Educating toward healing with music
1982
Tracy Richardson, a first-year music major at Saint Mary-of-the-Woods College, loved music and wished to help people. But she was struggling to balance her job singing with a band and schoolwork. When her professor, Sister Laurette Bellamy, heard Tracy planned to drop out of school, she urged her to stay enrolled, if only for one or two courses at a time. “We’ll make this work,” she said.
Tracy is grateful. “It changed the entire direction of my life.”
One day, Tracy watched a friend using music to interact with special-needs children — and a fire was lit. She said to Sister Laurette, “There has to be a profession here.”
The reply? “Oh, there is, honey. It’s called music therapy, and we’re starting a program.” (See sidebar on page 17.)
Tracy was among the first generation of women to have earned a Woods degree in music therapy in the 32 years since the program’s founding.
In the mid-1990s, the college’s music therapy faculty member was severely injured. Tracy returned to her alma mater to fill in. That temporary position evolved into the one she holds today: Director of Music Therapy.
She is now Dr. Tracy Richardson.
“None of that would ever have happened without the mentoring of Sister Laurette and the other sisters on the faculty,” she said.
1990
Jay Thompson was in a successful and well-paid career in sales management for a large corporation. He was also doing business career counseling. But his inner musician craved an outlet. Music had been “in his blood” from his days as a trombonist in his high school band.

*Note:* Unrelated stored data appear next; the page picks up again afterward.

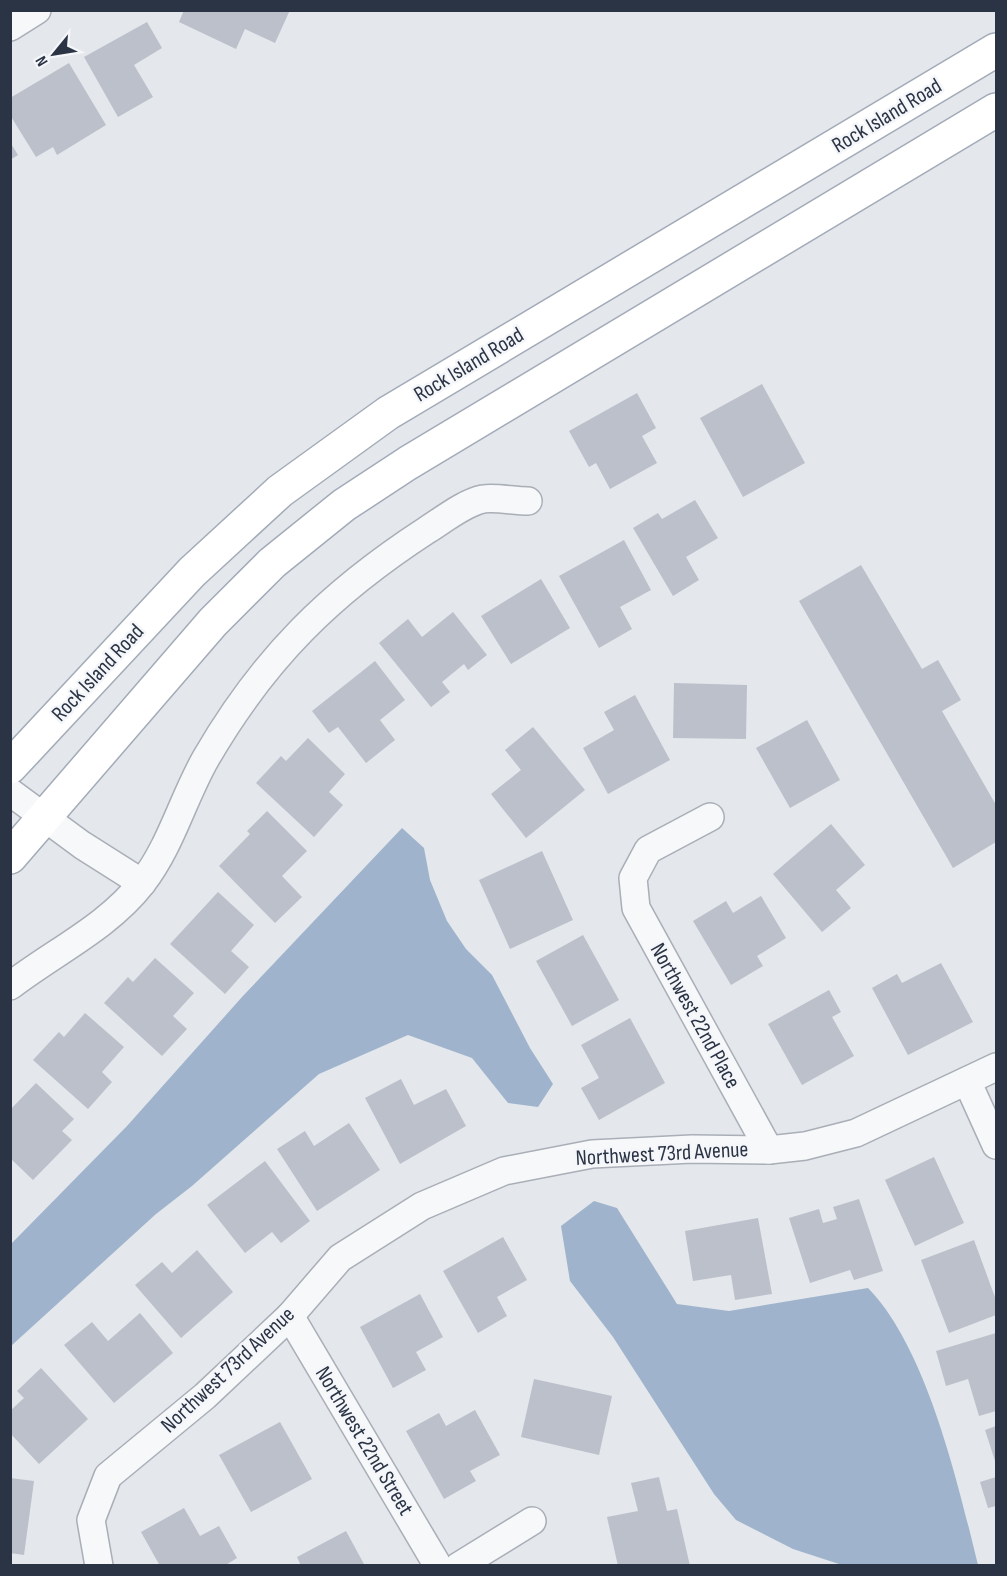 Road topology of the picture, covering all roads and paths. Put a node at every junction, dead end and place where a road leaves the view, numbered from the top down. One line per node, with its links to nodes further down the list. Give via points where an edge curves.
1 (37, 10): 2 (street)
2 (10, 27)
3 (996, 50): 6 (main road, Rock Island Road, via 349,439 280,491 192,572)
4 (996, 110): 9 (main road, via 408,463 344,506 272,563 213,622)
5 (528, 501): 11 (street, via 482,499 451,515 351,585 297,632 253,685 205,760)
6 (10, 767)
7 (10, 792): 9 (street)
8 (710, 817): 16 (street, Northwest 22nd Place, via 648,850 633,878 636,908)
9 (45, 818): 10 (main road); 11 (street)
10 (10, 857)
11 (142, 883): 12 (street, via 105,919)
12 (10, 986)
13 (996, 1067): 14 (street, Northwest 73rd Avenue)
14 (967, 1081): 15 (street); 16 (street, Northwest 73rd Avenue, via 856,1133)
15 (996, 1145)
16 (769, 1150): 17 (street, Northwest 73rd Avenue, via 592,1154 504,1171 422,1206 340,1258)
17 (290, 1316): 19 (street, Northwest 73rd Avenue, via 205,1396 108,1476 90,1520); 20 (street, Northwest 22nd Street)
18 (532, 1521): 21 (street)
19 (99, 1566)
20 (438, 1566)
21 (459, 1566)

After beginning a music degree at Indiana University, he had reluctantly left music and ended up with a sociology degree. In the early 1990s — Jay was in his early 40s — the lure of music grew stronger. But Jay had no idea what he could do that would both satisfy his musical longing and also provide a good living for his family.
A close friend said, “You’d be a great music therapist!” “A what?” Jay said. “I had never heard of that. But after doing some research, I shadowed a music therapist at St. Vincent’s Hospital in Indianapolis for a couple of days. That convinced me. I thought, ‘I could do that’ — I wanted to do that.”
Now all Jay needed was to find a place to receive the necessary training. In 1994, at age 43, Jay was the first male student to enroll in the Music Therapy Equivalency Program at Saint Mary-of-the-Woods College. It is a curriculum designed for those who already have a college degree (and the first program of its kind anywhere).
His enrollment was a change for the program, and it launched a major life change for him. [Tracy Richardson reports that his harmonica playing in the resonant, marble-lined halls of the Conservatory changed the culture of that building, too!]
Jay says, “I feel I received double the education I paid for because of the hours of out-of-class mentoring I received from the faculty and the sisters.”
After a satisfying internship at the Indiana Boys School, Jay was hired as a music therapist in the St. Vincent Stress Center. There he had a special interest in helping people involved in addictions and substance abuse. He recently retired after 14 years working with people as they sought to change their lives.
Fall 2015
Nate Mensah enrolled as one of the first two male on-campus undergraduate students at Saint Mary-of-the-Woods College. This was a break from the school’s 175-year-history of serving only women in that capacity.
Nate loved being a trumpeter and drum major at his Fort Wayne, Indiana, high school. After receiving a degree in psychology from Indiana University, his desire to enter med school faded and the lure of music resurfaced.
“I wanted to find a career where I can get up in the morning and be excited about going to work,” Nate said.
He learned about the Saint Mary-of-the-Woods equivalency program and enrolled in fall 2013. He had to enroll as a music major at Indiana State University in order to take the basic music courses he needed to complete a degree. Last fall, when SMWC decided to change course and admit its first male undergraduate students, Nate happily transferred. He plans to graduate in 2016.